Mohsin noticed the increased popularity of wearable devices and health sensors over the last few years. He decided it would be worth researching whether these devices would be able to assist in the early detection of LTCs. The overall aim of his research project was to develop an automated patient monitoring system which could track vital signs and activity data.

His research collected the following data from participants:

• Heart rate and variability
• Breathing rate and volume
• Activity (steps, cadence, and calories)
• Height
• Weight
• Age
• Gender

Mohsin decided to focus on one LTC during his summer of research project: diabetes. Due to past research, we already know several factors that lead to diabetes. Obesity, smoking, high blood pressure and high cholesterol are all major factors that contribute to pre-diabetes or type 2 diabetes. Māori, Pacific and Indo-Asian people are also at higher risk of developing diabetes. We also know that there are many intervention options available to lower the risk of developing this disease. The most effective of these options is weight loss. In fact, for every 1 kg of weight loss, the risk of diabetes could reduce by 16 percent [2].

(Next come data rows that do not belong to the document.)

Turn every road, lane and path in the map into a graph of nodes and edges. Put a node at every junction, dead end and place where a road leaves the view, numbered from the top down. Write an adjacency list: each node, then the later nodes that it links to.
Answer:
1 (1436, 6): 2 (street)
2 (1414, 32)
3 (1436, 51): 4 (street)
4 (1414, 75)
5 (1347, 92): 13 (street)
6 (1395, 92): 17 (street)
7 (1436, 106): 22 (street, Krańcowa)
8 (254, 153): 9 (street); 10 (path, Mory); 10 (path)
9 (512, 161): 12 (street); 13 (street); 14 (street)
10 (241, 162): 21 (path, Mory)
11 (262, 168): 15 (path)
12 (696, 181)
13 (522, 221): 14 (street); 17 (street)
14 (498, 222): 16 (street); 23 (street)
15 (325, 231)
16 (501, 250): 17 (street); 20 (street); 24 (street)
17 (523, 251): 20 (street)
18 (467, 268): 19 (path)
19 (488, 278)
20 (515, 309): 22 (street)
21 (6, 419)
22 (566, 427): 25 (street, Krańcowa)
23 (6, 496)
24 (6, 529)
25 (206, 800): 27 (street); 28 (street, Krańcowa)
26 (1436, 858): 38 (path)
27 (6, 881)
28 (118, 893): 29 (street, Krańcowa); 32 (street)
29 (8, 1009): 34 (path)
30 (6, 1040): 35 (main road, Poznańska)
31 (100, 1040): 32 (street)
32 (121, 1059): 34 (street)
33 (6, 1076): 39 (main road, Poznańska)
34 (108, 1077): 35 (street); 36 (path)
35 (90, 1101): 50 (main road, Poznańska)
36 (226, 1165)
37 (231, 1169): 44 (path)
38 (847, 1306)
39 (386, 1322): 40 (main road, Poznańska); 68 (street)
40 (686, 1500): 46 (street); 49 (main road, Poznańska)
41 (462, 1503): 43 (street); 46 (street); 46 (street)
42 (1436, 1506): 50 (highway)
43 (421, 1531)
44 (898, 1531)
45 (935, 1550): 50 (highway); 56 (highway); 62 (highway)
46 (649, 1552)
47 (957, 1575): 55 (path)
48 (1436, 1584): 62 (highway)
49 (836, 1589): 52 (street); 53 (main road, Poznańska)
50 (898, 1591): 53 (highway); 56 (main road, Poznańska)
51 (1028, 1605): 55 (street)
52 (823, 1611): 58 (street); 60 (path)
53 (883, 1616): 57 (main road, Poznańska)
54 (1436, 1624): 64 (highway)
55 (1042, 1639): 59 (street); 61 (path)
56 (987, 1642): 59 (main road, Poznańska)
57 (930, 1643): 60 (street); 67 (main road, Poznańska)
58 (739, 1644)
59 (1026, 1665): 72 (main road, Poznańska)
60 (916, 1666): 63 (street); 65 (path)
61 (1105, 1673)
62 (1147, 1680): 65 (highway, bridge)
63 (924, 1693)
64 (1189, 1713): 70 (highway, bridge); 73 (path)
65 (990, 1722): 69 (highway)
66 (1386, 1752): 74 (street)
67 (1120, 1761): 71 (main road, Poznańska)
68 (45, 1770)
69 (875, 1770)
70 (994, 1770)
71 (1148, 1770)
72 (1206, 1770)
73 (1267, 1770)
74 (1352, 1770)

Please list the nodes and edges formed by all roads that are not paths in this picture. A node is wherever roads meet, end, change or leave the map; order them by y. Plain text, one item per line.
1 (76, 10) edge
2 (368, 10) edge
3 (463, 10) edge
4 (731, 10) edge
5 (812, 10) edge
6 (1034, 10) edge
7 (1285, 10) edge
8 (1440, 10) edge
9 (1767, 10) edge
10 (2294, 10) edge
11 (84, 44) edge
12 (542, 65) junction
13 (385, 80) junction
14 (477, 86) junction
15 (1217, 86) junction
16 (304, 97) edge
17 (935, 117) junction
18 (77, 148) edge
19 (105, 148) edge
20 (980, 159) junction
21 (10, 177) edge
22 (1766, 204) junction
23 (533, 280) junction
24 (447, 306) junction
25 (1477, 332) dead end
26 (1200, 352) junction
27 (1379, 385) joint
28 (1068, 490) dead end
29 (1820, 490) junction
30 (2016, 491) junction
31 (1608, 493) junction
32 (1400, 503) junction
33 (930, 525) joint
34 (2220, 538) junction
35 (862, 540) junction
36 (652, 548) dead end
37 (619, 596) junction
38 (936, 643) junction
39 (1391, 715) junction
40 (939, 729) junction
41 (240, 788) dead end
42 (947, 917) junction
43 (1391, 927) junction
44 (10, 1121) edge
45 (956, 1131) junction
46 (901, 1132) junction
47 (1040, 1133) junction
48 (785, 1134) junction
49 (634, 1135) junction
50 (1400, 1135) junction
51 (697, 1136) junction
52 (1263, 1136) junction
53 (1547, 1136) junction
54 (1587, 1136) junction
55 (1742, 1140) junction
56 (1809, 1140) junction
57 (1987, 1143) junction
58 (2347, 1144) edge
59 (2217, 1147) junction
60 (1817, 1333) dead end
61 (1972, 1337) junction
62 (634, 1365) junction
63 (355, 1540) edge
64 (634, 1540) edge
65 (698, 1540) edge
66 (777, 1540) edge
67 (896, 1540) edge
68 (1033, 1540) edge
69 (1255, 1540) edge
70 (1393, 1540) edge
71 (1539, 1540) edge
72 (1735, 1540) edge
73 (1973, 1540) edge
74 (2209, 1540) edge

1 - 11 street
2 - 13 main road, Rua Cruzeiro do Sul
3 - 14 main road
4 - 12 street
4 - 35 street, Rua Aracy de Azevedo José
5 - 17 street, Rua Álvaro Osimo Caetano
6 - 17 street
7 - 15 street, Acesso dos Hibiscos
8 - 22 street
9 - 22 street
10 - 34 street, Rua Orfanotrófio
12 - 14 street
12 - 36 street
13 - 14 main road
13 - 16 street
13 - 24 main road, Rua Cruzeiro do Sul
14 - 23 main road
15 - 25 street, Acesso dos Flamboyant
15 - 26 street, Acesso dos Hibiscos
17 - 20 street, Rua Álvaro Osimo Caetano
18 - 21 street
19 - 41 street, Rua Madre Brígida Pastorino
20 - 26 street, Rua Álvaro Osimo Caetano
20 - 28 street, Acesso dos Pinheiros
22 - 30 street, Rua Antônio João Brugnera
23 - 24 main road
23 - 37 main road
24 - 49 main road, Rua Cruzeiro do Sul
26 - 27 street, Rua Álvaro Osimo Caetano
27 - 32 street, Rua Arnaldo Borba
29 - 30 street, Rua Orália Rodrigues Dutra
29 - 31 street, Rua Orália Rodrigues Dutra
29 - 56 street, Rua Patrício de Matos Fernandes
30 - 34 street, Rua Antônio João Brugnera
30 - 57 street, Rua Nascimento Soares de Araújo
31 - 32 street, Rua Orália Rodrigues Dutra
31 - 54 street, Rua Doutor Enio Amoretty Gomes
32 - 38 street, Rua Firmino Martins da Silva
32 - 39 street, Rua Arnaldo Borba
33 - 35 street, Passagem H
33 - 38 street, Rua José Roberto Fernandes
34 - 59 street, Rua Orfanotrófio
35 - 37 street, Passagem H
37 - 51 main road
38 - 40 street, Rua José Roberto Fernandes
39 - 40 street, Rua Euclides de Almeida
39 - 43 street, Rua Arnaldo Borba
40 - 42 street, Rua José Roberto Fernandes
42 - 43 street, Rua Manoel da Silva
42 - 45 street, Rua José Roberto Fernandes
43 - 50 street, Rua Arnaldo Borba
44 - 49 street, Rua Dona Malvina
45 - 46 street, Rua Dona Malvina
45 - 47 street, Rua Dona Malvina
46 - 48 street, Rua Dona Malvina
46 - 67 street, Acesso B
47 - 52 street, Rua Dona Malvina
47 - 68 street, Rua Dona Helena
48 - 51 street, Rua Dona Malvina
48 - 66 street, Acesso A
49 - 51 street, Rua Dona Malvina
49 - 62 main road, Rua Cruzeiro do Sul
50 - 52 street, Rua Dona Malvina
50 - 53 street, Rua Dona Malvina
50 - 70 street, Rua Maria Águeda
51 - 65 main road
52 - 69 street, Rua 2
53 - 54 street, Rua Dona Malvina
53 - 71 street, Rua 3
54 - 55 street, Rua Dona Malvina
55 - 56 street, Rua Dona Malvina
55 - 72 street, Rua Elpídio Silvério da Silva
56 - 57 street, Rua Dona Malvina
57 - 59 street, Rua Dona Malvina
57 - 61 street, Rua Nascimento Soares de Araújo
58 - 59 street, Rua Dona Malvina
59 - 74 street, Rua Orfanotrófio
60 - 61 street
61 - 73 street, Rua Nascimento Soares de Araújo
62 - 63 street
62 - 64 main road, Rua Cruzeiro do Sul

Adding vital sign data to the information already available regarding diabetes risk means that Mohsin has a unique combination of data points which may accurately predict LTCs. Using machine learning, Mohsin hopes to transform the raw data he has collected into meaningful and actionable information that can be delivered in real time. The study also supports future research into ongoing patient recruitment, barriers to intervention, and accuracy.

Being able to predict the chances of patients developing LTCs will be a huge benefit to any healthcare provider. Not only does this predictive ability offer the opportunity to prevent these conditions from developing further, but the information gathered allows for more precise healthcare in general. The Precision Driven Health initiative is all about having healthcare providers treat patients as individuals. Mohsin’s research project reinforces this by showing how the risks of LTCs are different for everyone.

Mohsin Baig is among a group of students who took part in the summer of research programme funded by Precision Driven Health. This month we are featuring a blog series examining these projects. While at an elementary stage and considered to be a ‘proof of concept’, these projects offer fresh insights into what the world of healthcare will look like when precision medicine is fully implemented.

References

1. Francesca, C., Ana, L. N., Jérôme, M., & Frits, T. (2011). OECD Health Policy Studies Help Wanted? Providing and Paying for Long-Term Care: Providing and Paying for Long-Term Care (Vol. 2011). OECD Publishing.
2. Hamman RF, Wing RR, Edelstein SL. 2006. Effects of weight loss with lifestyle intervention on risk of diabetes. Diabetes Care 29(9):2012-2017.